Zaida: (what I call him) Your grandmother loved being with you and your brother.

Me: Tell me the story again about how she rationed her kisses with you. (My favorite story of all time)

Zaida: We both didn’t know anything about sex. Your Nonna (what I call grandmother) and I were both young and Nonna thought you could get pregnant by kissing too much. We went to the store and bought a biology book and learned about sex that way.

Me: I remember how difficult it was when she got sick. I didn’t really understand what was going on and it was hard when she wasn’t able to play with us like she used to.

Zaida: Yes those were two hard long years.

Me: Was she scared of dying?

Zaida: She was so strong during the cancer treatments. She always thought she was going to beat it. She never cried or complained. We would rent a hotel room near the cancer treatments and watch Broadway shows on TV pretending that we were on vacation. One time after she received the news that the treatment wasn’t going as planned she stated she didn’t want to die. I told her we are all living creatures and will die eventually. That was the only time she ever said anything about it.

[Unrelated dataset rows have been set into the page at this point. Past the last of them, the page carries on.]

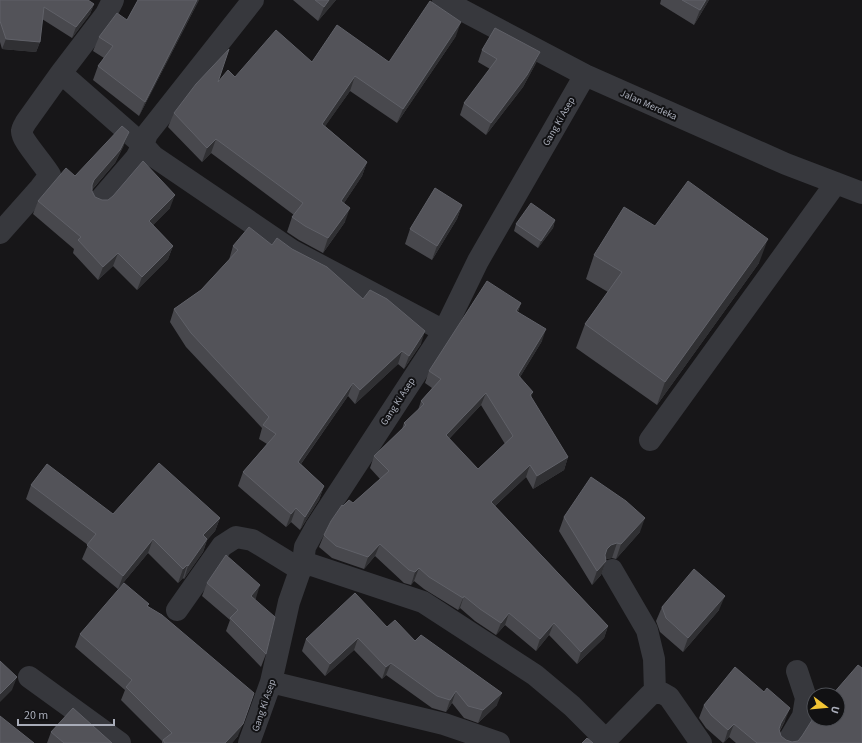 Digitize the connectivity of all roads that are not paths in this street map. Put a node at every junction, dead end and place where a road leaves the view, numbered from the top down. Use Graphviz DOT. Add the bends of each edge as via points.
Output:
graph roads {
  1 [pos="113,0"];
  2 [pos="253,0"];
  3 [pos="443,0"];
  4 [pos="60,73"];
  5 [pos="585,75"];
  6 [pos="143,145"];
  7 [pos="836,183"];
  8 [pos="862,193"];
  9 [pos="99,200"];
  10 [pos="0,233"];
  11 [pos="444,331"];
  12 [pos="650,440"];
  13 [pos="302,566"];
  14 [pos="612,570"];
  15 [pos="176,610"];
  16 [pos="797,671"];
  17 [pos="29,677"];
  18 [pos="271,682"];
  19 [pos="655,693"];
  20 [pos="451,736"];
  21 [pos="602,741"];
  22 [pos="120,743"];
  23 [pos="250,743"];
  24 [pos="499,743"];
  25 [pos="702,743"];
  26 [pos="787,743"];
  1 -- 4 [label="street" via="106,14"];
  2 -- 6 [label="street" via="147,134"];
  3 -- 5 [label="street, Jalan Merdeka"];
  4 -- 6 [label="street"];
  4 -- 10 [label="street" via="22,131 23,138 50,175"];
  5 -- 7 [label="street, Jalan Merdeka" via="786,164"];
  5 -- 11 [label="street, Gang Ki Asep" via="478,261"];
  6 -- 9 [label="street" via="136,158"];
  6 -- 11 [label="street" via="154,156 293,251"];
  7 -- 8 [label="street, Jalan Merdeka"];
  7 -- 12 [label="street"];
  11 -- 13 [label="street, Gang Ki Asep" via="316,527 305,547"];
  13 -- 15 [label="street" via="252,540 236,537 222,546"];
  13 -- 18 [label="street, Gang Ki Asep" via="289,602"];
  13 -- 21 [label="street" via="423,602 535,675 572,706"];
  14 -- 19 [label="street" via="647,630 654,659"];
  16 -- 26 [label="street" via="806,698 803,716"];
  17 -- 22 [label="street"];
  18 -- 20 [label="street"];
  18 -- 23 [label="street, Gang Ki Asep"];
  19 -- 21 [label="street"];
  19 -- 25 [label="street" via="669,697"];
  20 -- 24 [label="street"];
} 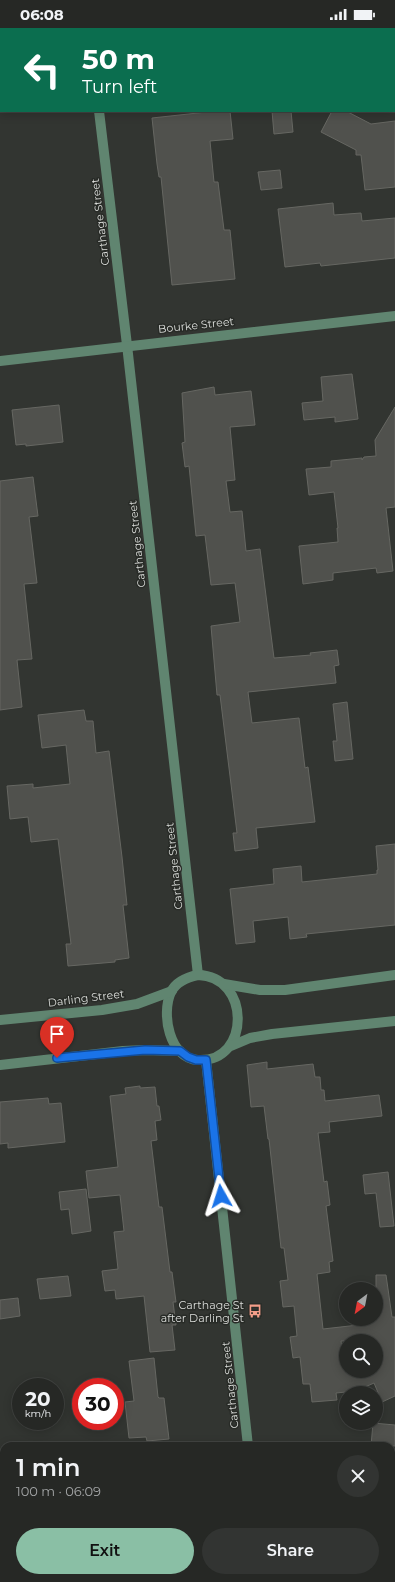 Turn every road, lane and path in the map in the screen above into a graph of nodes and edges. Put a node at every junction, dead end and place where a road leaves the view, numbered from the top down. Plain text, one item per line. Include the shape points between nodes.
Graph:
1 (99, 112) edge
2 (395, 316) edge
3 (127, 345) junction
4 (0, 360) edge
5 (198, 975) junction
6 (395, 975) edge
7 (224, 984) junction
8 (172, 991) junction
9 (0, 1020) edge
10 (395, 1021) edge
11 (231, 1046) junction
12 (180, 1051) junction
13 (206, 1060) junction
14 (0, 1065) edge
15 (248, 1442) edge

1 - 3 street, Carthage Street
2 - 3 street, Bourke Street
3 - 4 street, Bourke Street
3 - 5 street, Carthage Street
5 - 7 street via 208,975
5 - 8 street via 188,977
6 - 7 street via 284,990 260,990
7 - 11 street via 231,993 238,1014
8 - 9 street, Darling Street via 137,1004
8 - 12 street via 167,1022 174,1043
10 - 11 street via 272,1034 250,1038
11 - 13 street via 217,1057
12 - 13 street via 196,1060
12 - 14 street via 123,1051
13 - 15 street, Carthage Street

Later that evening I asked him what he thought about death. Did he think he was ever going to see my grandmother again? He replied:

“I am fatalistic about death. There is no use in thinking about it because we don’t know and when we get there we will understand what’s going on. I hope to see her again but I don’t know.”

We went on to talk about life after my grandma died, watched videos of his wedding, and old family videos. It was great seeing him come alive and telling me who these strange people were that I was related to.

These conversations are so important to have. I loved asking these questions and listening to his responses. I have read Tuesdays with Morrie and all the Chicken Soup books. I didn’t want to let an opportunity to pass where I can have authentic conversations with my grandfather. After all, he is 90 how many more of these will we be able to have!

This blog has no educational relevance. Hopefully, it will help you think about the relationships and conversations with your family and friends.